▶ Task statement:
Go through the entries below and copy each line that holds the word "lane".

(Records contained in a dataset)
***

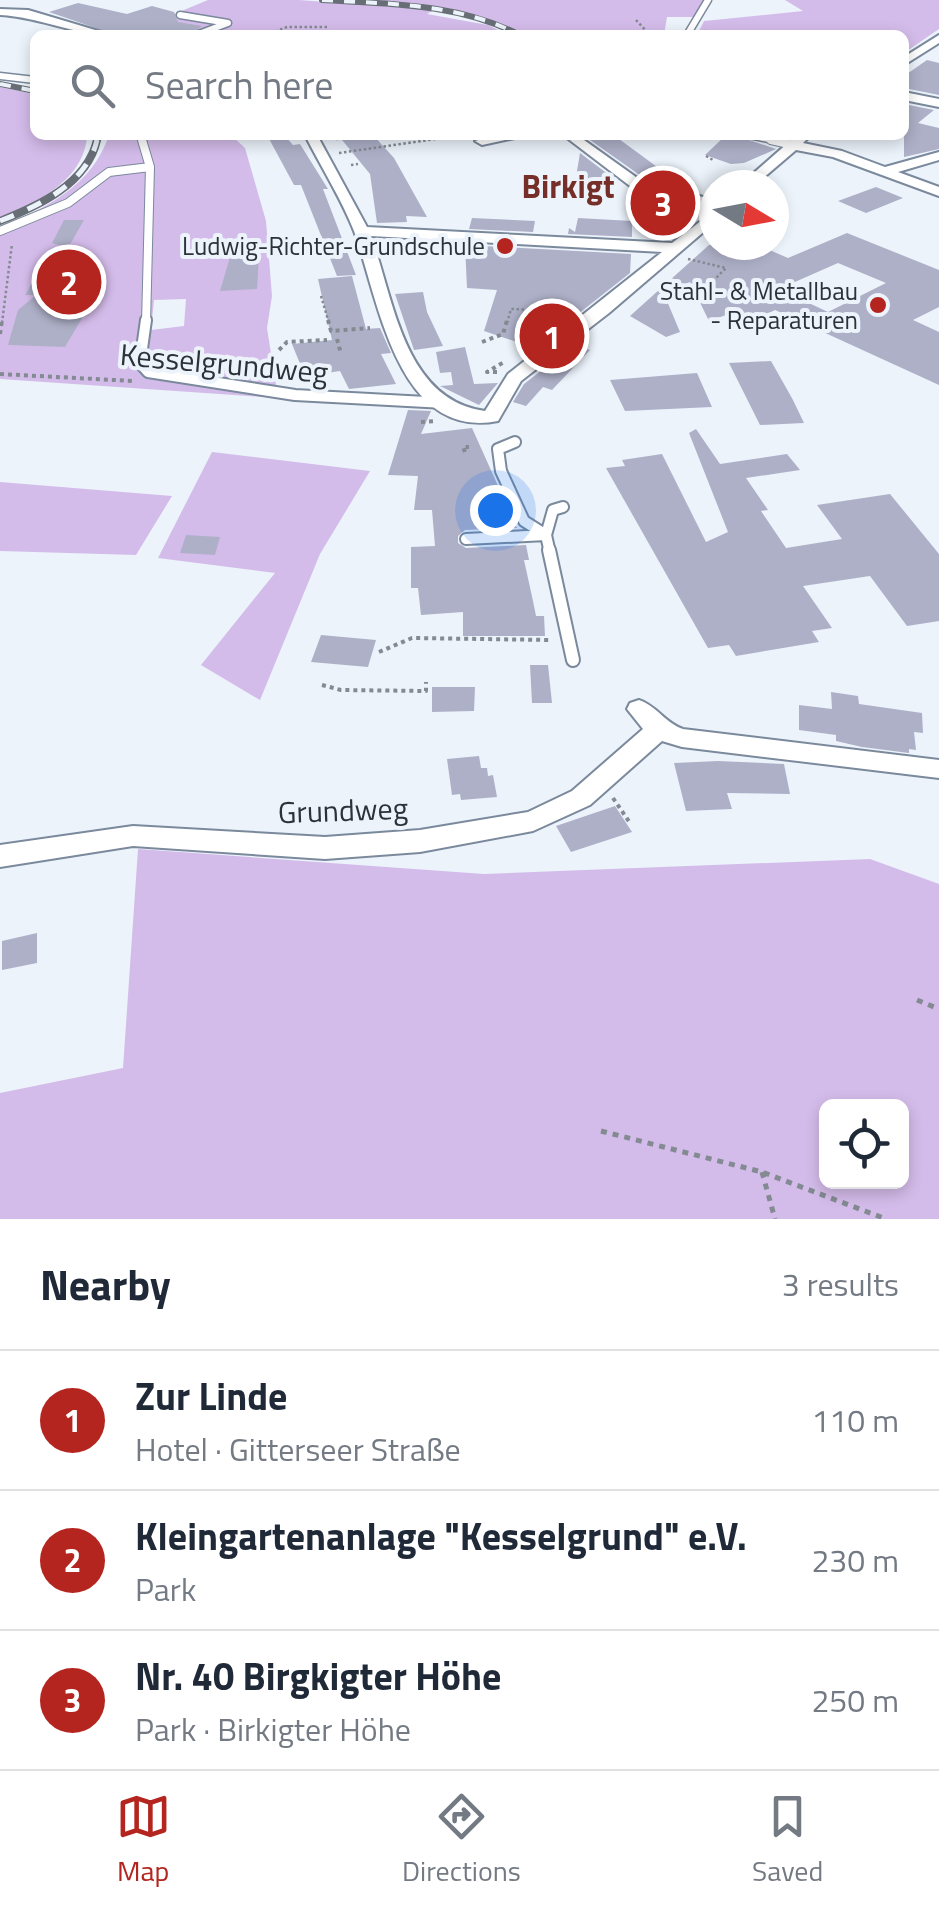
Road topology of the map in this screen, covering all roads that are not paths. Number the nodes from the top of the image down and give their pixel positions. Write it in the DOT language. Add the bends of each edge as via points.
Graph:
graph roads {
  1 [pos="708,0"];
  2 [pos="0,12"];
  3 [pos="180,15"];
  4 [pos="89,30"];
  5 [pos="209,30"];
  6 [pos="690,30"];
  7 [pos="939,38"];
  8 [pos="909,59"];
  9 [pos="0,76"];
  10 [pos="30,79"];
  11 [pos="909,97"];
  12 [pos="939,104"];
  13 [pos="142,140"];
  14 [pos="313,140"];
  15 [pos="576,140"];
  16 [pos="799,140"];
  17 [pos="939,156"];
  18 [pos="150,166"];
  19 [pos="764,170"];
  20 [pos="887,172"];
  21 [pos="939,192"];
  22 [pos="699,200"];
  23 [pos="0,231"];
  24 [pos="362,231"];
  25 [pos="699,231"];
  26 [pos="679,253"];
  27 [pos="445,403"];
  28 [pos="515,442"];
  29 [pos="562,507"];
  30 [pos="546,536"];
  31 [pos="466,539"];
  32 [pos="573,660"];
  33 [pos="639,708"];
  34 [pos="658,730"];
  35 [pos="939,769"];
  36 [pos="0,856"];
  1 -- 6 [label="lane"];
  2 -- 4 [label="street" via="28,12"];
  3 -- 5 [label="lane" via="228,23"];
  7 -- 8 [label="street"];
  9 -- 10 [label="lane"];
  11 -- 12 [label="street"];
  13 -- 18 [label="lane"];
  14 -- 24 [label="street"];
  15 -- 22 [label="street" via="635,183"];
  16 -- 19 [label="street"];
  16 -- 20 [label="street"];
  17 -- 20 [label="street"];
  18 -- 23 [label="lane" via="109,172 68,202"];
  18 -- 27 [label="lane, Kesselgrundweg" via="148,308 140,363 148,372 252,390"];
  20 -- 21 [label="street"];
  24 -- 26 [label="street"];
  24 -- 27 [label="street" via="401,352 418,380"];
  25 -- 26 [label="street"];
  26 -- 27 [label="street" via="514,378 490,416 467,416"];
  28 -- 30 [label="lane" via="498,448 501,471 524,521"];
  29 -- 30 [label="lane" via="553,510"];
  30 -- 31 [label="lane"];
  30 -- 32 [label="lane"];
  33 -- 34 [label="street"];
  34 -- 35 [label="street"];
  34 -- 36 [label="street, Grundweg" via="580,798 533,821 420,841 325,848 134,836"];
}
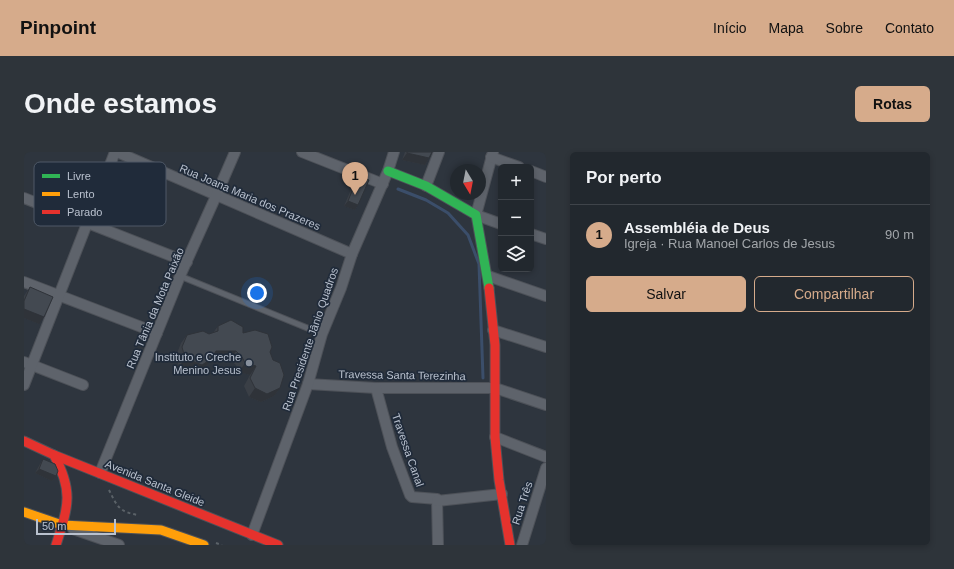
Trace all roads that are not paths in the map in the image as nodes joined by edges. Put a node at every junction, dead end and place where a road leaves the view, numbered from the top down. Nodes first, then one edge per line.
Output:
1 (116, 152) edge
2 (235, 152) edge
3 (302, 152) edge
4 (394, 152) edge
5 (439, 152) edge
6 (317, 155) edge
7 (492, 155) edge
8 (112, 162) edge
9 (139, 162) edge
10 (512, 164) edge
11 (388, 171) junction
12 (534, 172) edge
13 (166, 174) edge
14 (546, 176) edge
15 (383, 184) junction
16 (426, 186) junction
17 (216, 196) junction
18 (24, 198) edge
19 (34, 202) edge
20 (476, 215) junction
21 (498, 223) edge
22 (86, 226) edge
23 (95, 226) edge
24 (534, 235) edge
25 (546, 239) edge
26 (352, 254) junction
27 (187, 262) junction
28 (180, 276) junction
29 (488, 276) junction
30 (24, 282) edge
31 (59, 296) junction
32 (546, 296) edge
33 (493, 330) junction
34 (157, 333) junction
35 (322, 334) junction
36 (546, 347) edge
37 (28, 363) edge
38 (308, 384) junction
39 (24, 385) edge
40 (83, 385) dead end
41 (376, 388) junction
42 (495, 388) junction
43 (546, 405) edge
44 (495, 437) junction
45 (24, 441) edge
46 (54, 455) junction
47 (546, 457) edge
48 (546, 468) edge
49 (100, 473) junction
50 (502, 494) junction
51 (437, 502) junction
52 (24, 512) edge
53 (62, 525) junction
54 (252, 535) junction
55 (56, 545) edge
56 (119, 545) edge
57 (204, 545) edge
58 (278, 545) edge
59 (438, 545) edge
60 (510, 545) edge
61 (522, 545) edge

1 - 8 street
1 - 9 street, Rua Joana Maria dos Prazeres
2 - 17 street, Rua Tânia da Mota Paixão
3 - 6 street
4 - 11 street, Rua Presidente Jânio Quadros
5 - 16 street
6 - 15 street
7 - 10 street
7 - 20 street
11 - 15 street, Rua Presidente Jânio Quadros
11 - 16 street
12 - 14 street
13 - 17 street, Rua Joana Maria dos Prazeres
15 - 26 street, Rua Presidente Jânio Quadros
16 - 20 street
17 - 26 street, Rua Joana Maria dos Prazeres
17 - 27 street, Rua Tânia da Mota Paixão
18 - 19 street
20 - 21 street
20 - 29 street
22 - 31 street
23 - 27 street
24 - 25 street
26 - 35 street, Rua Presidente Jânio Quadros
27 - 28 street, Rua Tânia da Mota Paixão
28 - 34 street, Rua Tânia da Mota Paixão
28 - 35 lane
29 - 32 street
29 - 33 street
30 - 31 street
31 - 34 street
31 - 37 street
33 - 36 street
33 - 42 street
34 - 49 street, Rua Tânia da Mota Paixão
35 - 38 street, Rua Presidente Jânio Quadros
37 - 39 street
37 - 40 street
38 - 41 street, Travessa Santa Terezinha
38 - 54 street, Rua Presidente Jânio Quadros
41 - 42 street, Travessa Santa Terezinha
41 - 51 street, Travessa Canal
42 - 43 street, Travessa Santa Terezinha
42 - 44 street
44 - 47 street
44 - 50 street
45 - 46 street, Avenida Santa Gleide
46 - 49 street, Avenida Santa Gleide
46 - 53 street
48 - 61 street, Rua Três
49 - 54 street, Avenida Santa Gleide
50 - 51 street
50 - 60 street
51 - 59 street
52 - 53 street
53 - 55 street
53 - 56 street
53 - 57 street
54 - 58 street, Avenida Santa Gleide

***

▶ Result of the task:
  1 -- 6 [label="lane"];
  3 -- 5 [label="lane" via="228,23"];
  9 -- 10 [label="lane"];
  13 -- 18 [label="lane"];
  18 -- 23 [label="lane" via="109,172 68,202"];
  18 -- 27 [label="lane, Kesselgrundweg" via="148,308 140,363 148,372 252,390"];
  28 -- 30 [label="lane" via="498,448 501,471 524,521"];
  29 -- 30 [label="lane" via="553,510"];
  30 -- 31 [label="lane"];
  30 -- 32 [label="lane"];
28 - 35 lane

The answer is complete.